What is asked for is the whole listing, given again word for word.
*** GIVEN DATA Section Begins ***
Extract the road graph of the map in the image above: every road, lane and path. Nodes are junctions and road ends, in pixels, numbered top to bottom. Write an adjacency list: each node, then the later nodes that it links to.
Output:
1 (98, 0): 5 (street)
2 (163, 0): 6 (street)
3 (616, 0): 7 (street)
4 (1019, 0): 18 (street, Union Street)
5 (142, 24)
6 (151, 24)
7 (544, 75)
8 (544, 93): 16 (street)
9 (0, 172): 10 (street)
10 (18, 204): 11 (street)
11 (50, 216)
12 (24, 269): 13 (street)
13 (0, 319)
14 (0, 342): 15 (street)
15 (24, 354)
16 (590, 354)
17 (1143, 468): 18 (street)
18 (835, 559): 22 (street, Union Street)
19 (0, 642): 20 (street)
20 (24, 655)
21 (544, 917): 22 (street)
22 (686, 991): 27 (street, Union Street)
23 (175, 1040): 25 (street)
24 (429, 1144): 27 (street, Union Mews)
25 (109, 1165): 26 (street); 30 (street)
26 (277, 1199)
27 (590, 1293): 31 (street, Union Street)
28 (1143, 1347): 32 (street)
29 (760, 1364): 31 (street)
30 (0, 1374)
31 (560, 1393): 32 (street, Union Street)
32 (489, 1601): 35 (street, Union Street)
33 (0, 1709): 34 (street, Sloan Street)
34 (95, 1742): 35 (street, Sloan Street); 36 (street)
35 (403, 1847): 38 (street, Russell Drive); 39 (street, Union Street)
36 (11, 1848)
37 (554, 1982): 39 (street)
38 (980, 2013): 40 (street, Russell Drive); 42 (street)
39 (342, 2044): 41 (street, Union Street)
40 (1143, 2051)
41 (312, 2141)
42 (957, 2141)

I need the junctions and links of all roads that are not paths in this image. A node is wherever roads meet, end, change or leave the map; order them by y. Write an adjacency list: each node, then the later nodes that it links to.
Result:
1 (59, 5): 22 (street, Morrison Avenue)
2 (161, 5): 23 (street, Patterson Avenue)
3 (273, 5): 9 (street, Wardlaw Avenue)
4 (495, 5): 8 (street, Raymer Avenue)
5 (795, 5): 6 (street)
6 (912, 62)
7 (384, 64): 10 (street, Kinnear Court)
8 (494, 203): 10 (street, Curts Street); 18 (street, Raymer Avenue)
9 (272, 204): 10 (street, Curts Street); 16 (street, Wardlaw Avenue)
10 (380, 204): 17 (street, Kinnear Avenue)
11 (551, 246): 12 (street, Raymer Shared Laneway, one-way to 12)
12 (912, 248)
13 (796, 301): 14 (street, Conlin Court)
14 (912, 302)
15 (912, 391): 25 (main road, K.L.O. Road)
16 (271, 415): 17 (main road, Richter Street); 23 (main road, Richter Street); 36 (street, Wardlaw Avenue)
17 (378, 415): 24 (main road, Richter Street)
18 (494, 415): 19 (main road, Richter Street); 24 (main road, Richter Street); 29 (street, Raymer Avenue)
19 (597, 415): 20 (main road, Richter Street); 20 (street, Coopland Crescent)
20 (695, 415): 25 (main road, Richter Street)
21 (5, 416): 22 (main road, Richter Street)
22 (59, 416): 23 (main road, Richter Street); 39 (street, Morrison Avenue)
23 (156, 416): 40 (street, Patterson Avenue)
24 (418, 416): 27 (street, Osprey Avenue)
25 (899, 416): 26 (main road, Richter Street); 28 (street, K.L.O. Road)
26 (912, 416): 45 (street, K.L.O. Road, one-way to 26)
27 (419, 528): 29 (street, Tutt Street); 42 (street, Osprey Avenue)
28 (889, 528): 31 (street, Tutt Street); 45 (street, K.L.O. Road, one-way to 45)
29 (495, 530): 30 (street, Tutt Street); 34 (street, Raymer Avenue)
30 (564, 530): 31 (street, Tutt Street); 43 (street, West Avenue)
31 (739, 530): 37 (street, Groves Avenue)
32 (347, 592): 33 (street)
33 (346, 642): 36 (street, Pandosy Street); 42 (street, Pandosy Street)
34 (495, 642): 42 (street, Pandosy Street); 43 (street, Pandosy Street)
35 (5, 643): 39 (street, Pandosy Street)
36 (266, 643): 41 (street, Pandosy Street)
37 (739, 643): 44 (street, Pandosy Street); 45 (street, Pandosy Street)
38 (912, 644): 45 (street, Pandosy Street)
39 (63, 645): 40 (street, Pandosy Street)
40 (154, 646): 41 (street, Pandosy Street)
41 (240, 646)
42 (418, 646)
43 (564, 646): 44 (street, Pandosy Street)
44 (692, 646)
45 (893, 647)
*** GIVEN DATA Section Ends ***
→ **ANSWER SPACE**
Extract the road graph of the map in the image above: every road, lane and path. Nodes are junctions and road ends, in pixels, numbered top to bottom. Write an adjacency list: each node, then the later nodes that it links to.
Output:
1 (98, 0): 5 (street)
2 (163, 0): 6 (street)
3 (616, 0): 7 (street)
4 (1019, 0): 18 (street, Union Street)
5 (142, 24)
6 (151, 24)
7 (544, 75)
8 (544, 93): 16 (street)
9 (0, 172): 10 (street)
10 (18, 204): 11 (street)
11 (50, 216)
12 (24, 269): 13 (street)
13 (0, 319)
14 (0, 342): 15 (street)
15 (24, 354)
16 (590, 354)
17 (1143, 468): 18 (street)
18 (835, 559): 22 (street, Union Street)
19 (0, 642): 20 (street)
20 (24, 655)
21 (544, 917): 22 (street)
22 (686, 991): 27 (street, Union Street)
23 (175, 1040): 25 (street)
24 (429, 1144): 27 (street, Union Mews)
25 (109, 1165): 26 (street); 30 (street)
26 (277, 1199)
27 (590, 1293): 31 (street, Union Street)
28 (1143, 1347): 32 (street)
29 (760, 1364): 31 (street)
30 (0, 1374)
31 (560, 1393): 32 (street, Union Street)
32 (489, 1601): 35 (street, Union Street)
33 (0, 1709): 34 (street, Sloan Street)
34 (95, 1742): 35 (street, Sloan Street); 36 (street)
35 (403, 1847): 38 (street, Russell Drive); 39 (street, Union Street)
36 (11, 1848)
37 (554, 1982): 39 (street)
38 (980, 2013): 40 (street, Russell Drive); 42 (street)
39 (342, 2044): 41 (street, Union Street)
40 (1143, 2051)
41 (312, 2141)
42 (957, 2141)

I need the junctions and links of all roads that are not paths in this image. A node is wherever roads meet, end, change or leave the map; order them by y. Write an adjacency list: each node, then the later nodes that it links to.
Result:
1 (59, 5): 22 (street, Morrison Avenue)
2 (161, 5): 23 (street, Patterson Avenue)
3 (273, 5): 9 (street, Wardlaw Avenue)
4 (495, 5): 8 (street, Raymer Avenue)
5 (795, 5): 6 (street)
6 (912, 62)
7 (384, 64): 10 (street, Kinnear Court)
8 (494, 203): 10 (street, Curts Street); 18 (street, Raymer Avenue)
9 (272, 204): 10 (street, Curts Street); 16 (street, Wardlaw Avenue)
10 (380, 204): 17 (street, Kinnear Avenue)
11 (551, 246): 12 (street, Raymer Shared Laneway, one-way to 12)
12 (912, 248)
13 (796, 301): 14 (street, Conlin Court)
14 (912, 302)
15 (912, 391): 25 (main road, K.L.O. Road)
16 (271, 415): 17 (main road, Richter Street); 23 (main road, Richter Street); 36 (street, Wardlaw Avenue)
17 (378, 415): 24 (main road, Richter Street)
18 (494, 415): 19 (main road, Richter Street); 24 (main road, Richter Street); 29 (street, Raymer Avenue)
19 (597, 415): 20 (main road, Richter Street); 20 (street, Coopland Crescent)
20 (695, 415): 25 (main road, Richter Street)
21 (5, 416): 22 (main road, Richter Street)
22 (59, 416): 23 (main road, Richter Street); 39 (street, Morrison Avenue)
23 (156, 416): 40 (street, Patterson Avenue)
24 (418, 416): 27 (street, Osprey Avenue)
25 (899, 416): 26 (main road, Richter Street); 28 (street, K.L.O. Road)
26 (912, 416): 45 (street, K.L.O. Road, one-way to 26)
27 (419, 528): 29 (street, Tutt Street); 42 (street, Osprey Avenue)
28 (889, 528): 31 (street, Tutt Street); 45 (street, K.L.O. Road, one-way to 45)
29 (495, 530): 30 (street, Tutt Street); 34 (street, Raymer Avenue)
30 (564, 530): 31 (street, Tutt Street); 43 (street, West Avenue)
31 (739, 530): 37 (street, Groves Avenue)
32 (347, 592): 33 (street)
33 (346, 642): 36 (street, Pandosy Street); 42 (street, Pandosy Street)
34 (495, 642): 42 (street, Pandosy Street); 43 (street, Pandosy Street)
35 (5, 643): 39 (street, Pandosy Street)
36 (266, 643): 41 (street, Pandosy Street)
37 (739, 643): 44 (street, Pandosy Street); 45 (street, Pandosy Street)
38 (912, 644): 45 (street, Pandosy Street)
39 (63, 645): 40 (street, Pandosy Street)
40 (154, 646): 41 (street, Pandosy Street)
41 (240, 646)
42 (418, 646)
43 (564, 646): 44 (street, Pandosy Street)
44 (692, 646)
45 (893, 647)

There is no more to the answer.